Alignment within <text>


Within the <group>-based structure of the individual <text>, the real-time alignment scheme described elsewhere on this website is implemented using the <anchor> tag, where, in each tag, the @xml:id attribute specifies a real-time offset from the start of the audio file in question — the tag <anchor xml:id="decten1tlsg01necteortho0040"/>, for example, marks a place in the DECTE orthographic transcription corresponding to a time offset of 40 seconds from the start of the corresponding decten1tlsaudiog01 audio file.

Since, for a given interview XML file, such markers are inserted into the correct places not only in the DECTE orthographic text but also the various other transcribed representations of it (TLS orthographic, phonetic, tagged), an XML processor can use them to align all the <text> elements enclosed by <group>.

This alignment mechanism requires careful attention to the values assigned to the @xml:id attribute.

The TEI specification of the <anchor> tag states that the value assigned to its @xml:id attribute must be unique within the document. This condition is violated if any given offset value, say '0040', is assigned in more than one <text> in an interview <group>, as it would have to be for the alignment to work; to compound the problem, any such offset value would be non-unique not only within a given interview <text>, but also across the interview <text> elements that comprise the corpus.

To overcome this difficulty, a unique string prefix is assigned to the offset value of each <anchor> instance in the corpus, thus guaranteeing overall uniqueness.

The string prefix for the <anchor> @xml:id attributes in any given interview is constructed by concatenation: the entity name for that interview in the entity list defined by interviews.ent in the DTD, plus a mnemonic string for the representational type, plus the time offset string.

Thus, for the interview whose entity name is decten1tlsg01, for the DECTE orthographic representation, and for time offset '0040', the <anchor> looks like this: <anchor xml:id="decten1tlsg01necteortho0040"/>; for the interview whose entity name is decten1tlsg21, for the phonetic representation, and for time offset '0340', the <anchor> looks like this: <anchor xml:id="decten1tlsg21phonetic0340"/>, and so on.

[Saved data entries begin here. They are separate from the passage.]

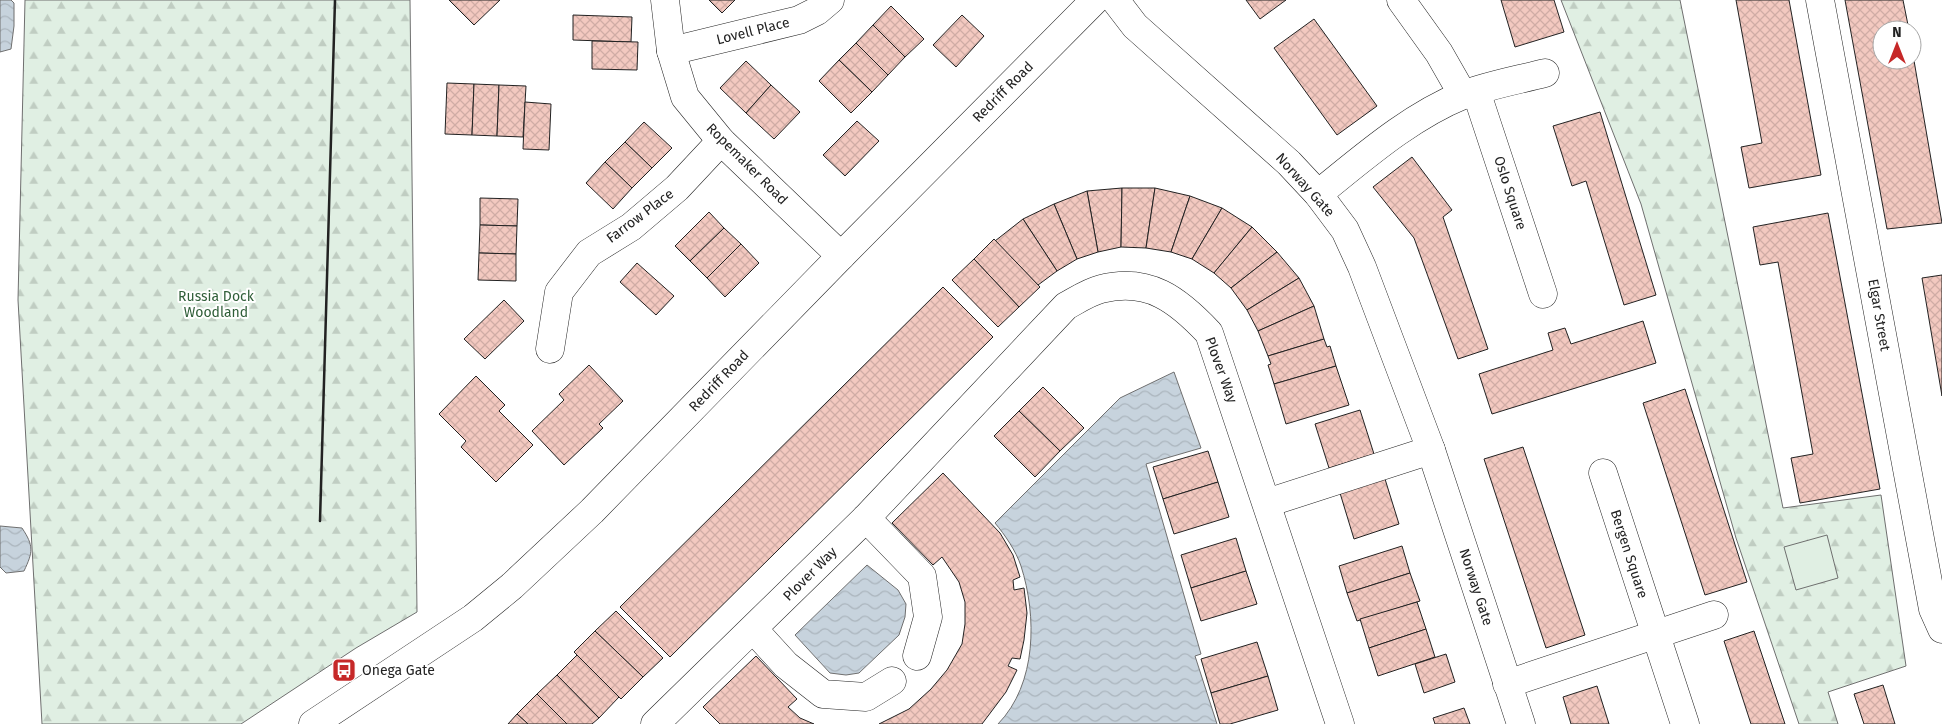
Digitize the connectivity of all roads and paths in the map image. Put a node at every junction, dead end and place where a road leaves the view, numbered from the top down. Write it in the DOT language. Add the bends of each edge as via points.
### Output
graph roads {
  1 [pos="666,0"];
  2 [pos="830,0"];
  3 [pos="1094,0"];
  4 [pos="1115,0"];
  5 [pos="1401,0"];
  6 [pos="1820,0"];
  7 [pos="671,51"];
  8 [pos="1545,73"];
  9 [pos="1470,93"];
  10 [pos="721,142"];
  11 [pos="1318,194"];
  12 [pos="841,256"];
  13 [pos="1543,294"];
  14 [pos="550,349"];
  15 [pos="1431,450"];
  16 [pos="1603,473"];
  17 [pos="1267,503"];
  18 [pos="866,518"];
  19 [pos="1714,615"];
  20 [pos="1942,629"];
  21 [pos="754,630"];
  22 [pos="1656,634"];
  23 [pos="917,656"];
  24 [pos="892,681"];
  25 [pos="1507,684"];
  26 [pos="313,724"];
  27 [pos="655,724"];
  28 [pos="1340,724"];
  29 [pos="1521,724"];
  30 [pos="1686,724"];
  1 -- 7 [label="street, Ropemaker Road"];
  2 -- 7 [label="street, Lovell Place" via="799,20"];
  3 -- 12 [label="street, Redriff Road"];
  4 -- 11 [label="street, Norway Gate" via="1134,26 1289,163"];
  5 -- 9 [label="street, Oslo Square"];
  6 -- 20 [label="street, Elgar Street" via="1931,600"];
  7 -- 10 [label="street, Ropemaker Road" via="685,97"];
  8 -- 9 [label="street"];
  9 -- 11 [label="street" via="1417,120 1367,154"];
  9 -- 13 [label="street, Oslo Square"];
  10 -- 12 [label="street, Ropemaker Road"];
  10 -- 14 [label="street, Farrow Place" via="677,188 630,227 589,253 559,292"];
  11 -- 15 [label="street, Norway Gate" via="1345,230 1362,267"];
  12 -- 26 [label="street, Redriff Road" via="592,511 512,586 473,618"];
  15 -- 17 [label="street"];
  15 -- 25 [label="street, Norway Gate"];
  16 -- 22 [label="street, Bergen Square"];
  17 -- 18 [label="street, Plover Way" via="1209,333 1187,310 1160,292 1131,284 1100,289 1066,306"];
  17 -- 28 [label="street, Plover Way"];
  18 -- 21 [label="street, Plover Way"];
  18 -- 23 [label="street" via="922,576 928,617"];
  19 -- 22 [label="street"];
  21 -- 24 [label="street" via="786,665 823,694 866,697"];
  21 -- 27 [label="street, Plover Way"];
  22 -- 25 [label="street"];
  22 -- 30 [label="street, Bergen Square"];
  25 -- 29 [label="street, Norway Gate"];
}
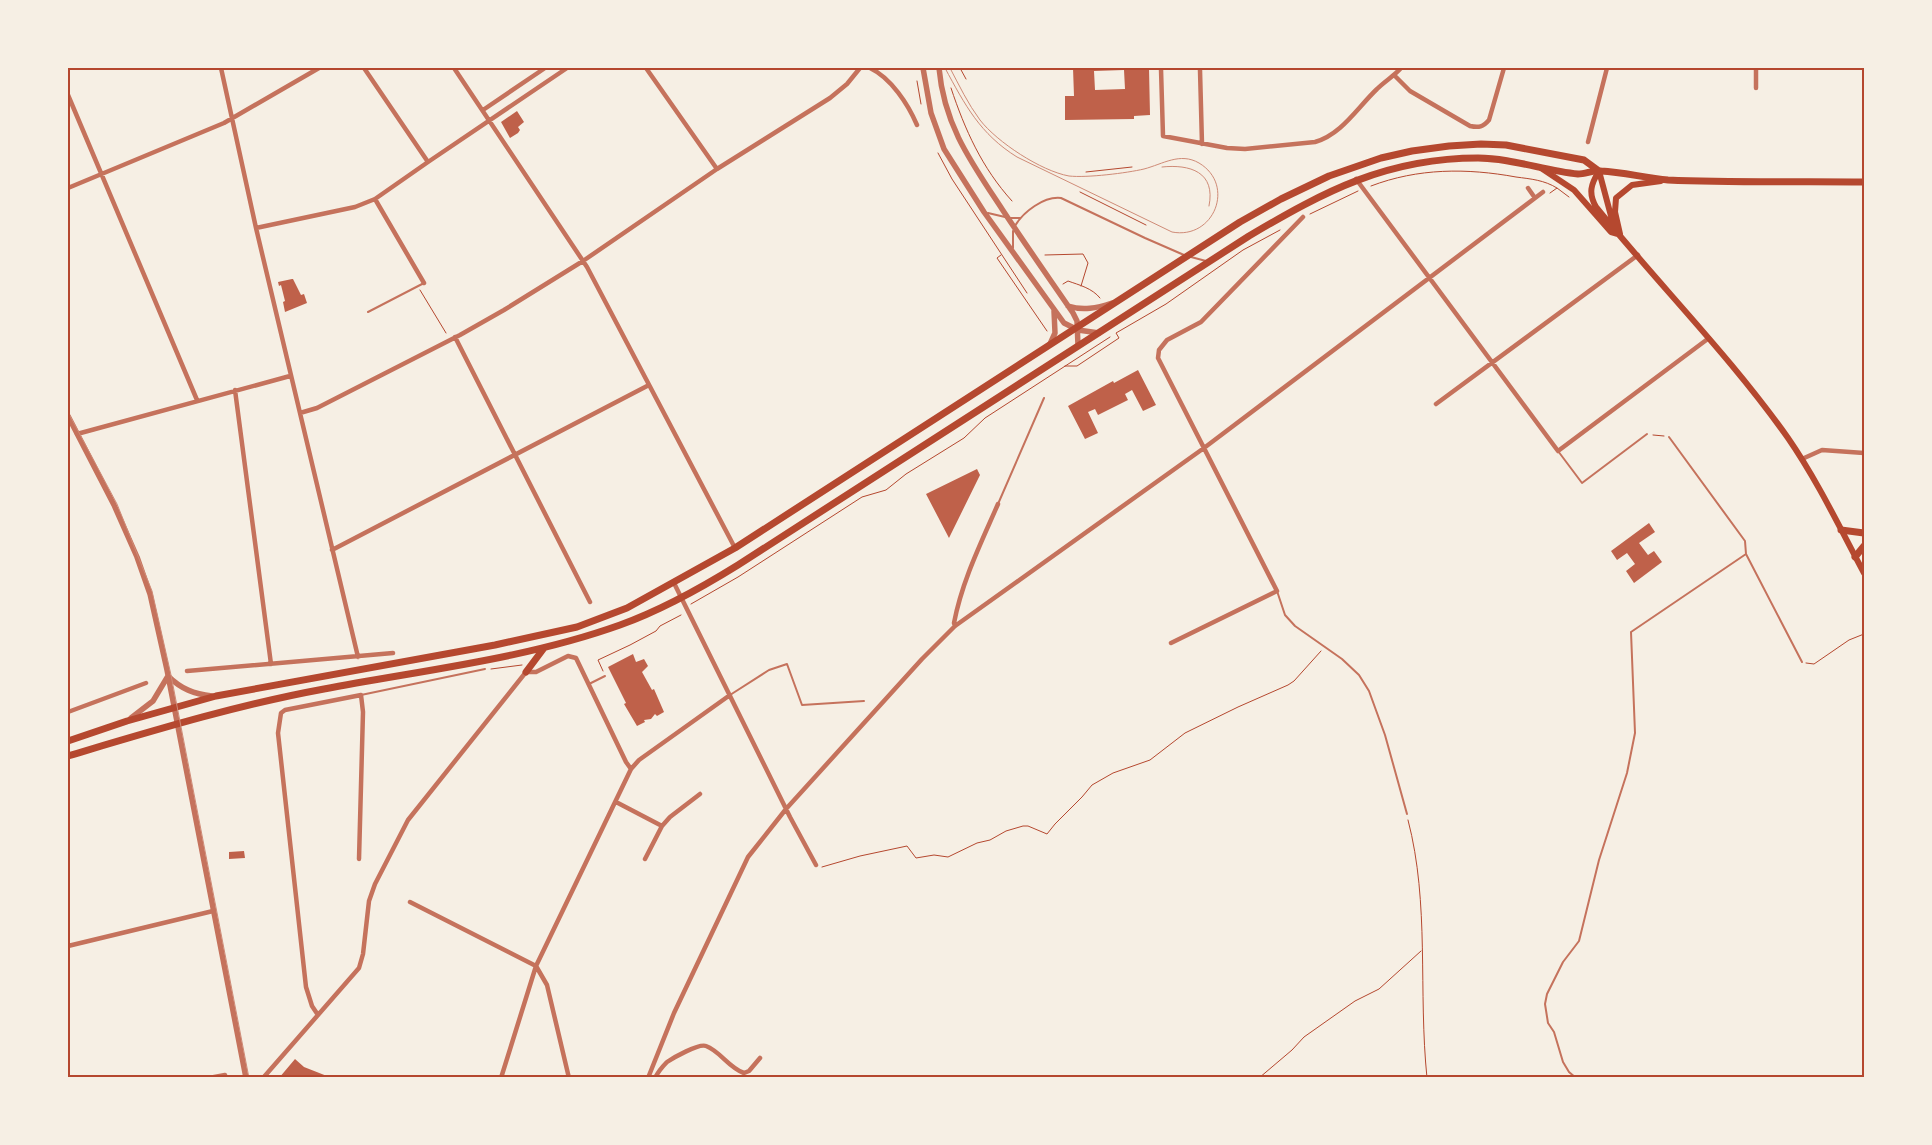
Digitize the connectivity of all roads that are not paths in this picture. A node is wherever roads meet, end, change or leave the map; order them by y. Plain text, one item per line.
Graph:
1 (221, 68) edge
2 (319, 68) edge
3 (364, 68) edge
4 (454, 68) edge
5 (545, 68) edge
6 (567, 68) edge
7 (646, 68) edge
8 (860, 68) edge
9 (870, 68) edge
10 (923, 68) edge
11 (939, 68) edge
12 (1401, 68) edge
13 (1504, 68) edge
14 (1607, 68) edge
15 (1756, 68) edge
16 (1161, 69) dead end
17 (1200, 70) dead end
18 (1394, 75) junction
19 (1756, 88) dead end
20 (68, 96) edge
21 (483, 110) junction
22 (232, 119) junction
23 (490, 121) junction
24 (917, 125) dead end
25 (1588, 142) dead end
26 (1202, 144) junction
27 (428, 162) junction
28 (1536, 165) junction
29 (717, 169) junction
30 (1599, 170) junction
31 (101, 175) junction
32 (1356, 179) junction
33 (1667, 180) junction
34 (1864, 182) edge
35 (68, 188) edge
36 (1528, 188) dead end
37 (1543, 192) road end
38 (1535, 198) junction
39 (375, 199) junction
40 (984, 212) junction
41 (1007, 218) junction
42 (1020, 218) junction
43 (1304, 218) road end
44 (256, 228) junction
45 (1014, 228) junction
46 (1620, 236) junction
47 (1013, 254) junction
48 (1638, 255) junction
49 (1187, 256) junction
50 (583, 260) junction
51 (1208, 261) junction
52 (1430, 276) junction
53 (424, 284) joint
54 (1116, 302) junction
55 (1068, 306) junction
56 (1054, 311) junction
57 (368, 312) dead end
58 (1077, 329) junction
59 (1100, 334) junction
60 (455, 337) junction
61 (1709, 338) junction
62 (1050, 344) junction
63 (1078, 346) junction
64 (1493, 362) junction
65 (290, 376) junction
66 (649, 385) junction
67 (235, 390) junction
68 (1044, 398) dead end
69 (197, 400) junction
70 (1436, 404) dead end
71 (300, 413) junction
72 (68, 416) edge
73 (77, 434) junction
74 (1647, 434) road end
75 (1669, 437) road end
76 (1204, 448) junction
77 (1558, 450) junction
78 (1864, 453) edge
79 (516, 455) junction
80 (1803, 461) junction
81 (998, 504) joint
82 (1841, 530) junction
83 (1864, 533) edge
84 (1864, 546) edge
85 (735, 548) junction
86 (332, 550) junction
87 (1746, 554) junction
88 (1856, 557) junction
89 (1864, 573) edge
90 (674, 584) junction
91 (1277, 591) junction
92 (682, 598) junction
93 (590, 602) dead end
94 (956, 626) junction
95 (1171, 643) dead end
96 (544, 648) junction
97 (393, 653) dead end
98 (358, 658) junction
99 (1802, 662) road end
100 (271, 664) junction
101 (485, 669) road end
102 (529, 669) junction
103 (187, 671) dead end
104 (168, 676) junction
105 (605, 676) road end
106 (146, 683) dead end
107 (589, 684) junction
108 (361, 695) junction
109 (730, 695) junction
110 (216, 696) junction
111 (864, 702) dead end
112 (174, 707) junction
113 (68, 712) edge
114 (128, 721) junction
115 (177, 725) junction
116 (68, 741) edge
117 (68, 756) edge
118 (631, 769) junction
119 (700, 794) dead end
120 (616, 802) junction
121 (786, 809) junction
122 (1407, 814) road end
123 (662, 826) junction
124 (359, 859) dead end
125 (645, 860) dead end
126 (816, 865) road end
127 (410, 902) dead end
128 (213, 911) junction
129 (68, 946) edge
130 (536, 966) junction
131 (318, 1016) junction
132 (760, 1058) dead end
133 (224, 1075) dead end
134 (209, 1078) edge
135 (246, 1078) edge
136 (263, 1078) edge
137 (501, 1078) edge
138 (569, 1078) edge
139 (648, 1078) edge
140 (655, 1078) edge
141 (1576, 1078) edge

1 - 22 street
2 - 22 street
3 - 27 street
4 - 21 street
5 - 21 street
6 - 23 street
7 - 29 street
8 - 29 street
9 - 24 street
10 - 40 street
11 - 41 street
12 - 18 street
13 - 18 street
14 - 25 street
15 - 19 street
16 - 26 street
17 - 26 street
18 - 26 street
20 - 31 street
21 - 23 street
22 - 31 street
22 - 44 street
23 - 27 street
23 - 50 street
27 - 39 street
28 - 30 main road
28 - 32 main road
28 - 46 main road
29 - 50 street
30 - 33 main road
30 - 46 main road
30 - 46 main road
30 - 49 main road
31 - 35 street
31 - 69 street
32 - 51 main road
32 - 52 street
33 - 34 main road
33 - 46 main road
36 - 38 street
37 - 38 street
38 - 52 street
39 - 44 street
39 - 53 street
40 - 41 lane
40 - 47 street
41 - 42 lane
41 - 45 street
42 - 45 lane
42 - 49 lane
43 - 76 street
44 - 65 street
45 - 47 lane
45 - 55 street
46 - 48 main road
47 - 56 street
48 - 61 main road
48 - 64 street
49 - 51 lane
49 - 54 main road
50 - 60 street
50 - 66 street
51 - 59 main road
52 - 64 street
52 - 76 street
53 - 57 lane
54 - 55 street
54 - 58 main road
55 - 58 street
56 - 58 street
56 - 62 street
58 - 59 street
58 - 62 main road
58 - 63 street
59 - 63 main road
60 - 71 street
60 - 79 street
61 - 77 street
61 - 80 main road
62 - 85 main road
63 - 92 main road
64 - 70 street
64 - 77 street
65 - 67 street
65 - 71 street
66 - 79 street
66 - 85 street
67 - 69 street
67 - 100 street
68 - 81 lane
69 - 73 street
71 - 86 street
72 - 73 street
73 - 104 street
74 - 77 lane
75 - 87 lane
76 - 91 street
76 - 94 street
78 - 80 street
79 - 86 street
79 - 93 street
80 - 82 main road
81 - 94 street
82 - 83 main road
82 - 88 main road
84 - 88 main road
85 - 90 main road
86 - 98 street
87 - 99 lane
87 - 141 lane
88 - 89 main road
90 - 92 street
90 - 110 main road
91 - 95 street
91 - 122 lane
92 - 96 main road
92 - 109 street
94 - 121 street
96 - 102 main road
96 - 115 main road
97 - 98 street
98 - 100 street
100 - 103 street
101 - 108 lane
102 - 107 street
102 - 131 street
104 - 110 street
104 - 112 street
104 - 114 street
105 - 107 lane
106 - 113 street
107 - 118 street
108 - 124 street
108 - 131 street
109 - 111 lane
109 - 118 street
109 - 121 street
110 - 112 main road
112 - 114 main road
112 - 115 street
114 - 116 main road
115 - 117 main road
115 - 128 street
118 - 120 street
119 - 123 street
120 - 123 street
120 - 130 street
121 - 126 street
121 - 139 street
123 - 125 street
127 - 130 street
128 - 129 street
128 - 135 street
130 - 137 street
130 - 138 street
131 - 136 street
132 - 140 street
133 - 134 street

The <anchor> tags for a randomly-chosen passage of DECTE orthographic transcription and the corresponding phonetic transcription look like this, with relevant tags highlighted:

(a) DECTE orthographic transcription

<u who="#interviewerTLSG01">eh <anchor xml:id="decten1tlsg01necteortho0020"/> where do you mean by that eh</u>

<u who="#informantTLSG01">that's ehm <pause/> down by eh Clark Chapman's</u>

<u who="#interviewerTLSG01">oh aye like Saltmeadows</u>

<u who="#informantTLSG01">yes Saltmeadows</u>

<u who="#interviewerTLSG01"><unclear/> whereabouts else have you lived since then you know I mean how long did you stay there</u>

<u who="#informantTLSG01">five year <anchor xml:id="decten1tlsg01necteortho0040"/> lived eh over in Gateshead moved from there to ehm Elswick Street of Gateshead on Sunderland Road</u>

(b) TLS phonetic transcription (recording informant only)

<anchor xml:id="decten1tlsg01phonetic0020"/> 02081 02301 08580 02322 01443 02741 02201 01284 08580 02383 02801 00421 02421 02501 00342 02164 02721 02021 02741 02642 04321 02621 00503 02825 02301 02721 00246 02341 12601 02642 02541 01284 02561 02881 01641 <anchor xml:id="decten1tlsg01necteortho0040"/>

Note that, for the files representing the Newcastle group of speakers, decten1tlsn01 to decten1tlsn07, it has not been possible to time-align the phonetic transcriptions, since the audio recordings for this group have not survived and there is consequently no basis for alignment. The formatting of numerical phonetic codes in these files therefore differs from that in the other TLS-based files, where the codes are in a continuous sequence with interspersed <anchor> elements.

For the Newcastle files, the numerical codes are arranged in a sequence of code-strings terminated by a line-break, where each code-string in the sequence corresponds to a single informant utterance. The motivation for this formatting was to facilitate re-ordering of the codes if this is ever undertaken in future — if, for example, the audio files or the index card sets for the Newcastle group should ever come to light.